#### [Brief]
Could you write out, exactly as they stand, only the lines in the listing below from the line with "Trace the roads" to the line with "Extract the road", both ends included, without the pictures?

#### [Data extracts]

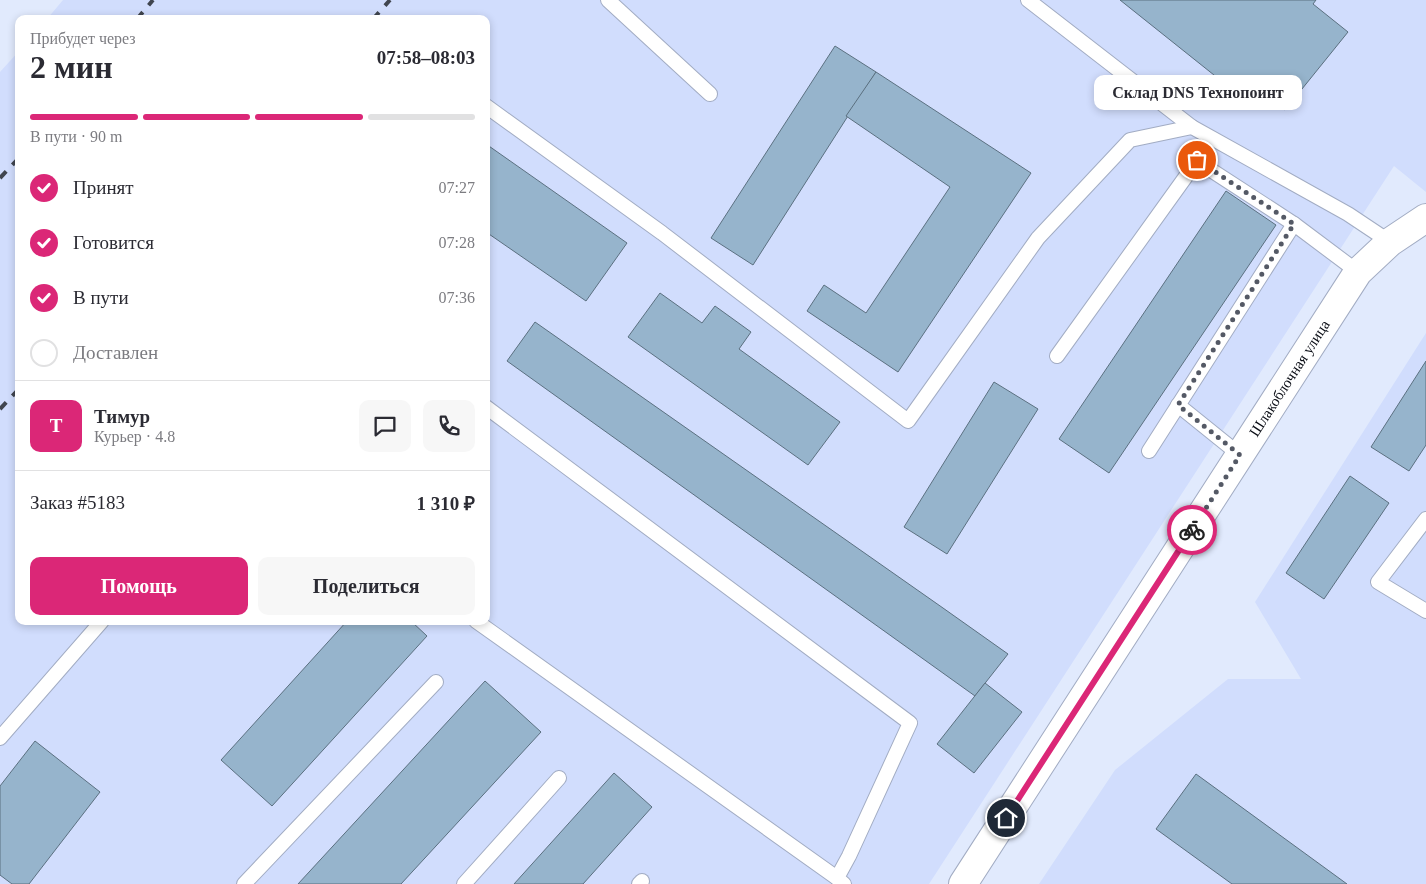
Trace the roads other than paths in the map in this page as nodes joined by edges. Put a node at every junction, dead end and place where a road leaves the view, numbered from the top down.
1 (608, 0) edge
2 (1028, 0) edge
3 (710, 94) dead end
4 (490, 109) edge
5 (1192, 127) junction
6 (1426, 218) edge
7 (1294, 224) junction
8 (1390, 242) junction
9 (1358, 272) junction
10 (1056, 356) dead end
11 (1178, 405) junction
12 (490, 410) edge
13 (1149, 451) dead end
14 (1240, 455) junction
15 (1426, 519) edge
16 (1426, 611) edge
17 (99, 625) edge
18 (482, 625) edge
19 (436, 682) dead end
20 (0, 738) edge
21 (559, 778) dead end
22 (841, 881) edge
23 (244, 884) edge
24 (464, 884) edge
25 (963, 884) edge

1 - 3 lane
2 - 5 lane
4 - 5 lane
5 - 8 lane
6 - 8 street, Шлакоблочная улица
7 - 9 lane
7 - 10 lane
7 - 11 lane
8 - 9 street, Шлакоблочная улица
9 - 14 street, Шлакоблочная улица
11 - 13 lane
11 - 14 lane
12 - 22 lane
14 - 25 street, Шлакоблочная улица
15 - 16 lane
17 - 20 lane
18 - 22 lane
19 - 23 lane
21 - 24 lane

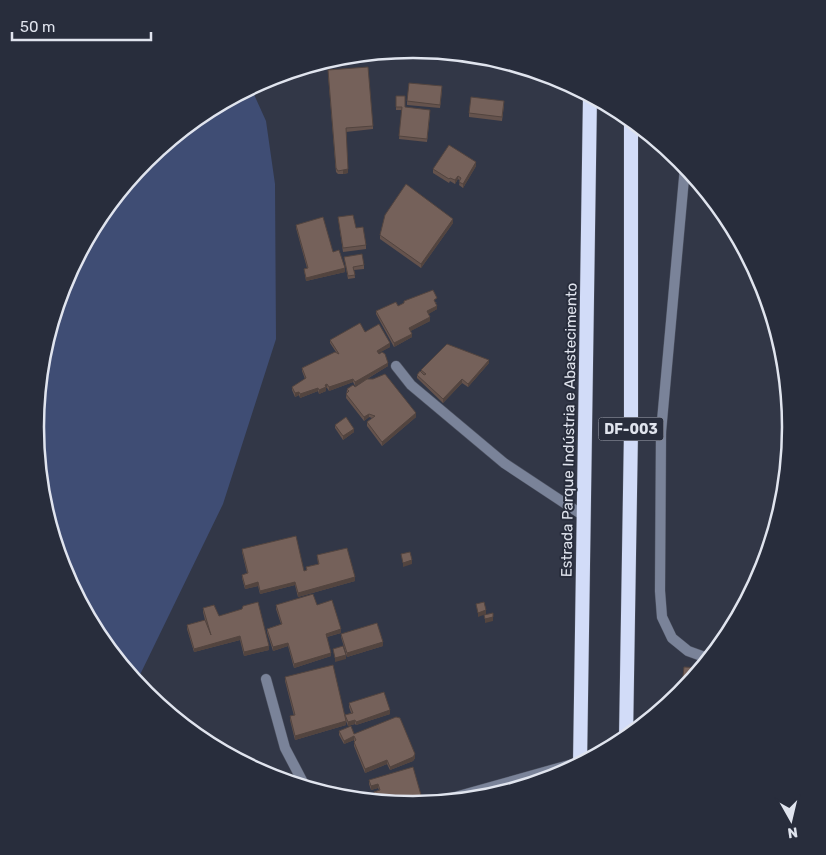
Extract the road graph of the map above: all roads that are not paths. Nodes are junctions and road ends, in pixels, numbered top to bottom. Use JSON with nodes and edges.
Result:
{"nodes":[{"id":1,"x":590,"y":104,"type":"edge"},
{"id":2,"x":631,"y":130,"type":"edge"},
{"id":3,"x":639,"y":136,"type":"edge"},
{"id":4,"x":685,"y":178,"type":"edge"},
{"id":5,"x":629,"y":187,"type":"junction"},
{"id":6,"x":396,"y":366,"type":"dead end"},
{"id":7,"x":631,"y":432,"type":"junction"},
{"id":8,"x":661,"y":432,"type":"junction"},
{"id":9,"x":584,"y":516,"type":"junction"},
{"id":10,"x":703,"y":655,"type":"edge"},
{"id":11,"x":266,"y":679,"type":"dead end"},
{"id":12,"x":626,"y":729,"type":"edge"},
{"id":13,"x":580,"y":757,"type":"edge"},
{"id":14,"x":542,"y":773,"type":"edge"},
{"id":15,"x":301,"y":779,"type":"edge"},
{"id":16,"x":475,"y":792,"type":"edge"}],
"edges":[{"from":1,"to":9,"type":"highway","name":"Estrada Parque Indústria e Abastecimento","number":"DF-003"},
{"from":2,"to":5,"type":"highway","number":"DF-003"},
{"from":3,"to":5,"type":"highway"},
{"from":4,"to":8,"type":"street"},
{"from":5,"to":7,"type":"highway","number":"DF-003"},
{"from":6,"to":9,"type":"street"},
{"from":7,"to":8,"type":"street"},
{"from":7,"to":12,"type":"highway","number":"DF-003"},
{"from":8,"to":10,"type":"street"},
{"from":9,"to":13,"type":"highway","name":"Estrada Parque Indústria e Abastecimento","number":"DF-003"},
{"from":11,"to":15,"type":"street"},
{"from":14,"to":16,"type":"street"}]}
--
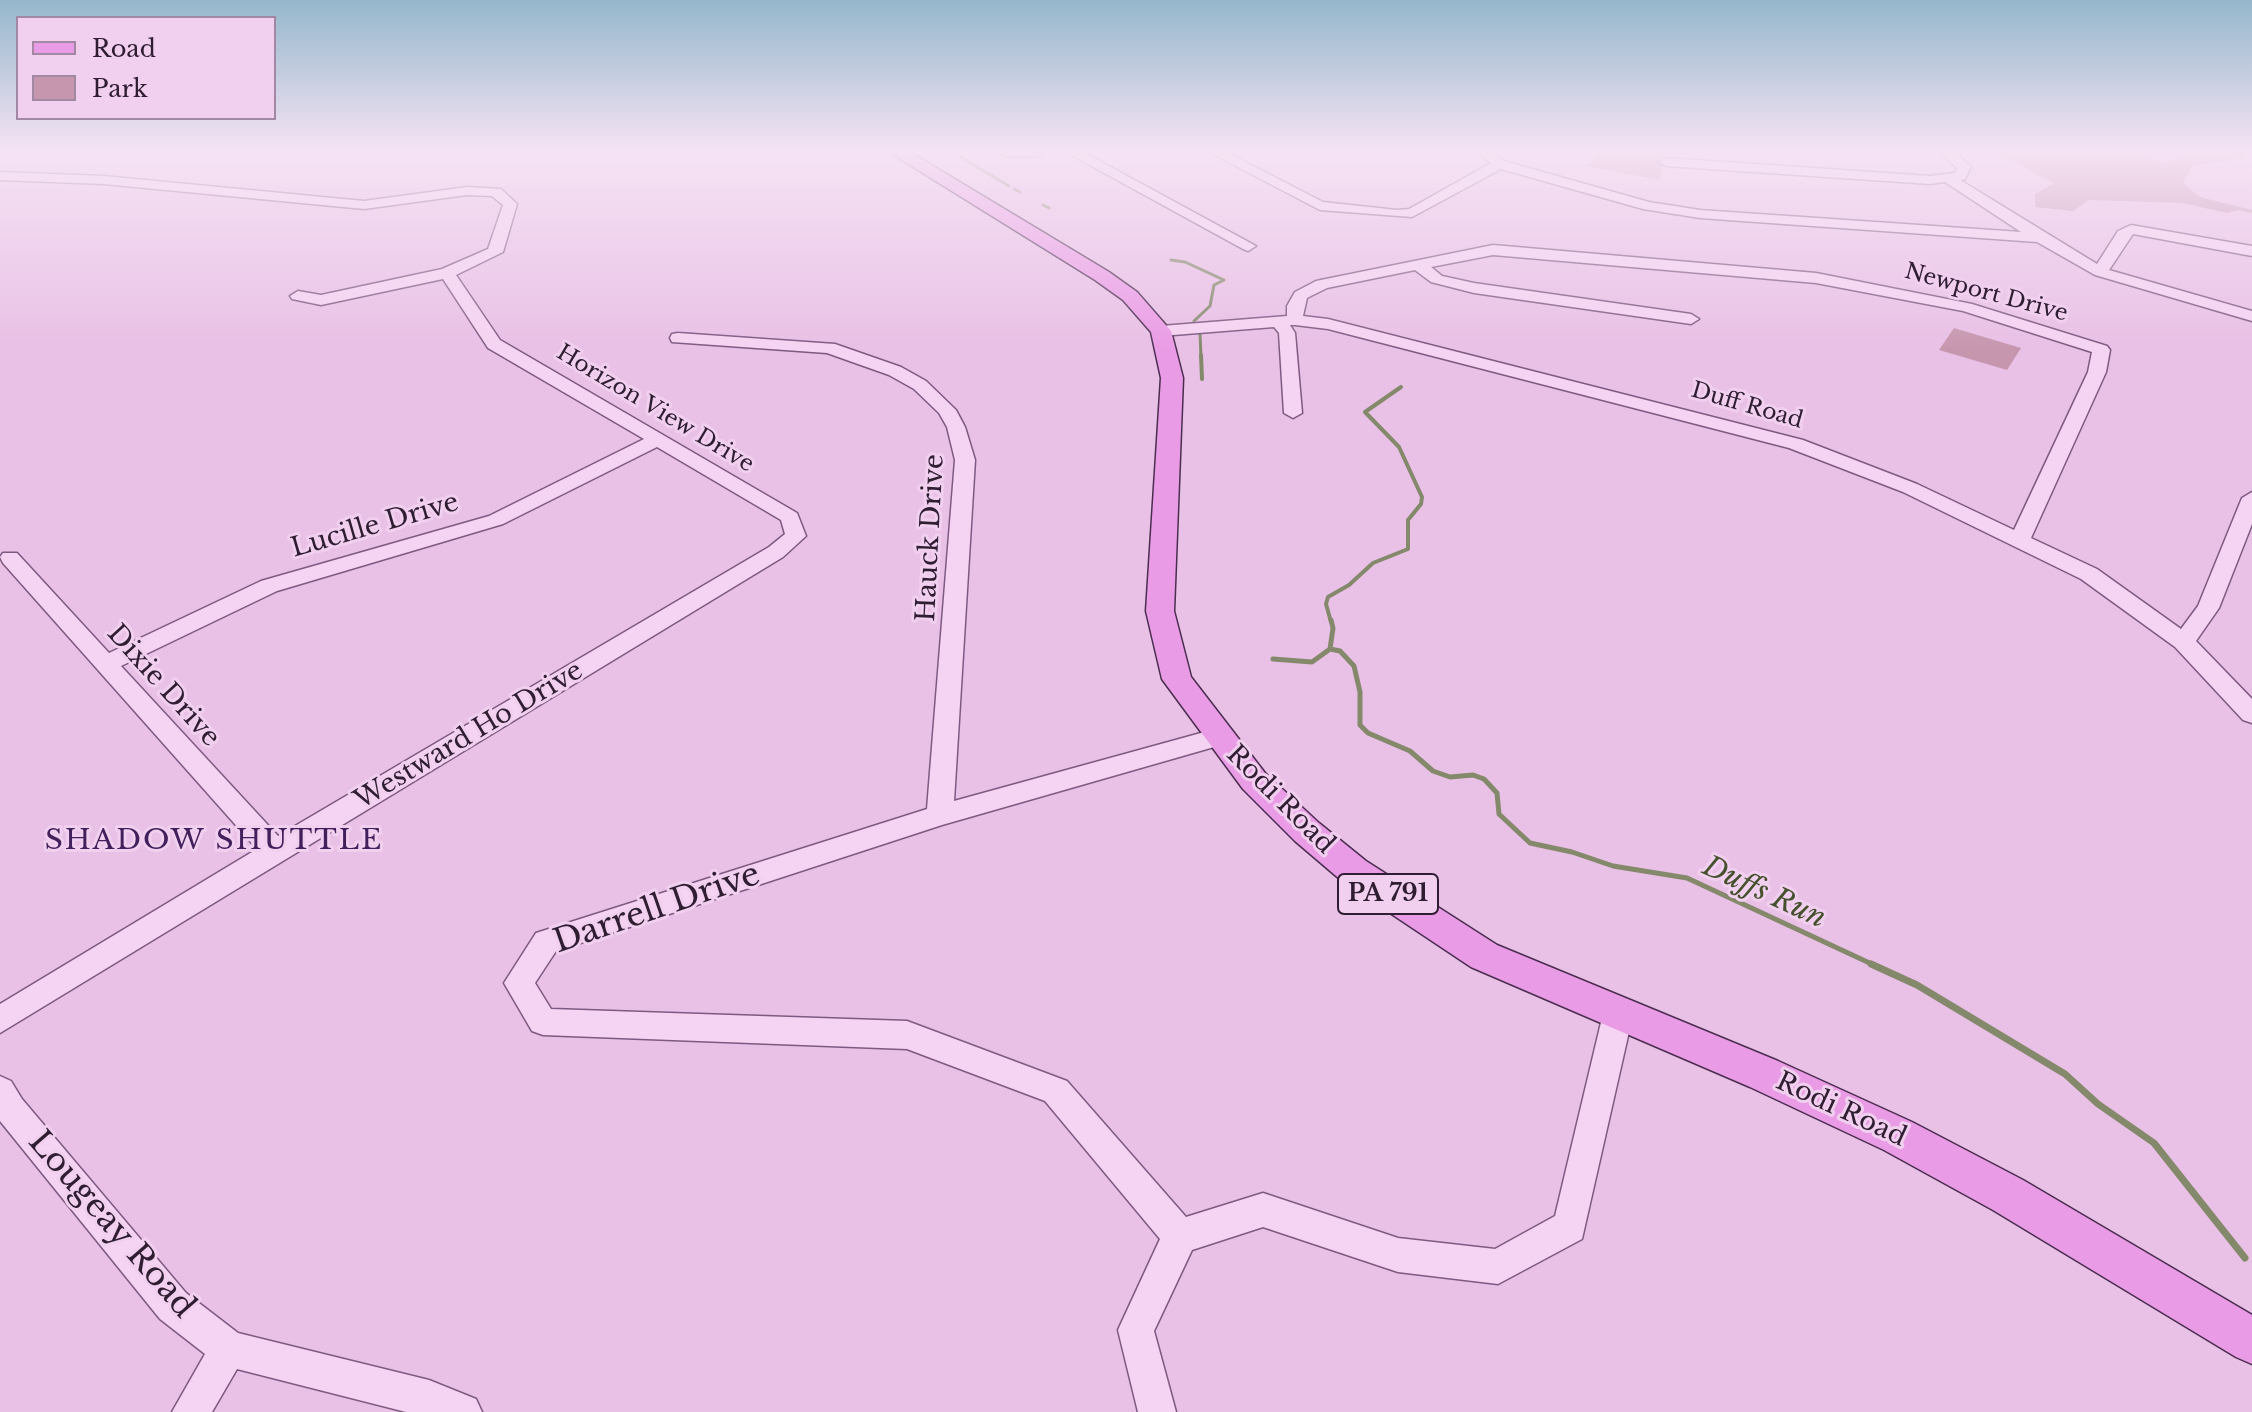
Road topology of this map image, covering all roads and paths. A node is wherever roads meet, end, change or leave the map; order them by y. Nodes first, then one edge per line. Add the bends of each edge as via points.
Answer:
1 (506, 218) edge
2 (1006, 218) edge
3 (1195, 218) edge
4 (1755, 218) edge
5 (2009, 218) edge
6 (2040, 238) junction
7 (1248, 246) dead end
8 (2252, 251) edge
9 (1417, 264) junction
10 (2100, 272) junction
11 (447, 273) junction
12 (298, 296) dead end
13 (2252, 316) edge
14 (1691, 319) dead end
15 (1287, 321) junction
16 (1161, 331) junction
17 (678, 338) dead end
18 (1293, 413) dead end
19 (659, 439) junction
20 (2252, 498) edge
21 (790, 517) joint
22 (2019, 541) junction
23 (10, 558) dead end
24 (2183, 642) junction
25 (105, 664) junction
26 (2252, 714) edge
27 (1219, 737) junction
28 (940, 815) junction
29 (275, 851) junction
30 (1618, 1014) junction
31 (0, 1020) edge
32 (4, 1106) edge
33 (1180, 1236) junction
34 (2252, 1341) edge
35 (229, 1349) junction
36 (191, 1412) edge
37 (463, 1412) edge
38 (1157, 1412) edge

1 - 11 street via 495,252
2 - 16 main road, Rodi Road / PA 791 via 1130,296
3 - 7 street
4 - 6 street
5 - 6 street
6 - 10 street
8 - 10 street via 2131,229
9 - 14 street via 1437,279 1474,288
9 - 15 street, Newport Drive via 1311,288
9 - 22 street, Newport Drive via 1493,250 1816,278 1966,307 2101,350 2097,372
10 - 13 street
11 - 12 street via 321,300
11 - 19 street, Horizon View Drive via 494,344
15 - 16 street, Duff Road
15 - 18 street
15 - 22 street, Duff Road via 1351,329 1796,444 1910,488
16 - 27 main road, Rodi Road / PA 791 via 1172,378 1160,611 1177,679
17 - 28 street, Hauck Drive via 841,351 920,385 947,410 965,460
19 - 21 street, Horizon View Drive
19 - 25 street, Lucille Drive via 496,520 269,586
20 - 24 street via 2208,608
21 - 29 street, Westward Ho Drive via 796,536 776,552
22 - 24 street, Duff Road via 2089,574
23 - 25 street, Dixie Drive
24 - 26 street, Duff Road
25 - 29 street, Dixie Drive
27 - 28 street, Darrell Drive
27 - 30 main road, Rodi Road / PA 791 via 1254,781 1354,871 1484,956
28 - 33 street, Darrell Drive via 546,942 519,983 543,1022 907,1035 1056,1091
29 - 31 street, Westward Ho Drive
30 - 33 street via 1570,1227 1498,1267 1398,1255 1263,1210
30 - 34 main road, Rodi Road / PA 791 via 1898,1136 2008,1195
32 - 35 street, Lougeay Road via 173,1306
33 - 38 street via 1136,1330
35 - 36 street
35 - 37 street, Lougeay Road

#### [Your response]
Trace the roads other than paths in the map in this page as nodes joined by edges. Put a node at every junction, dead end and place where a road leaves the view, numbered from the top down.
1 (608, 0) edge
2 (1028, 0) edge
3 (710, 94) dead end
4 (490, 109) edge
5 (1192, 127) junction
6 (1426, 218) edge
7 (1294, 224) junction
8 (1390, 242) junction
9 (1358, 272) junction
10 (1056, 356) dead end
11 (1178, 405) junction
12 (490, 410) edge
13 (1149, 451) dead end
14 (1240, 455) junction
15 (1426, 519) edge
16 (1426, 611) edge
17 (99, 625) edge
18 (482, 625) edge
19 (436, 682) dead end
20 (0, 738) edge
21 (559, 778) dead end
22 (841, 881) edge
23 (244, 884) edge
24 (464, 884) edge
25 (963, 884) edge

1 - 3 lane
2 - 5 lane
4 - 5 lane
5 - 8 lane
6 - 8 street, Шлакоблочная улица
7 - 9 lane
7 - 10 lane
7 - 11 lane
8 - 9 street, Шлакоблочная улица
9 - 14 street, Шлакоблочная улица
11 - 13 lane
11 - 14 lane
12 - 22 lane
14 - 25 street, Шлакоблочная улица
15 - 16 lane
17 - 20 lane
18 - 22 lane
19 - 23 lane
21 - 24 lane

Extract the road graph of the map above: all roads that are not paths. Nodes are junctions and road ends, in pixels, numbered top to bottom. Use JSON with nodes and edges.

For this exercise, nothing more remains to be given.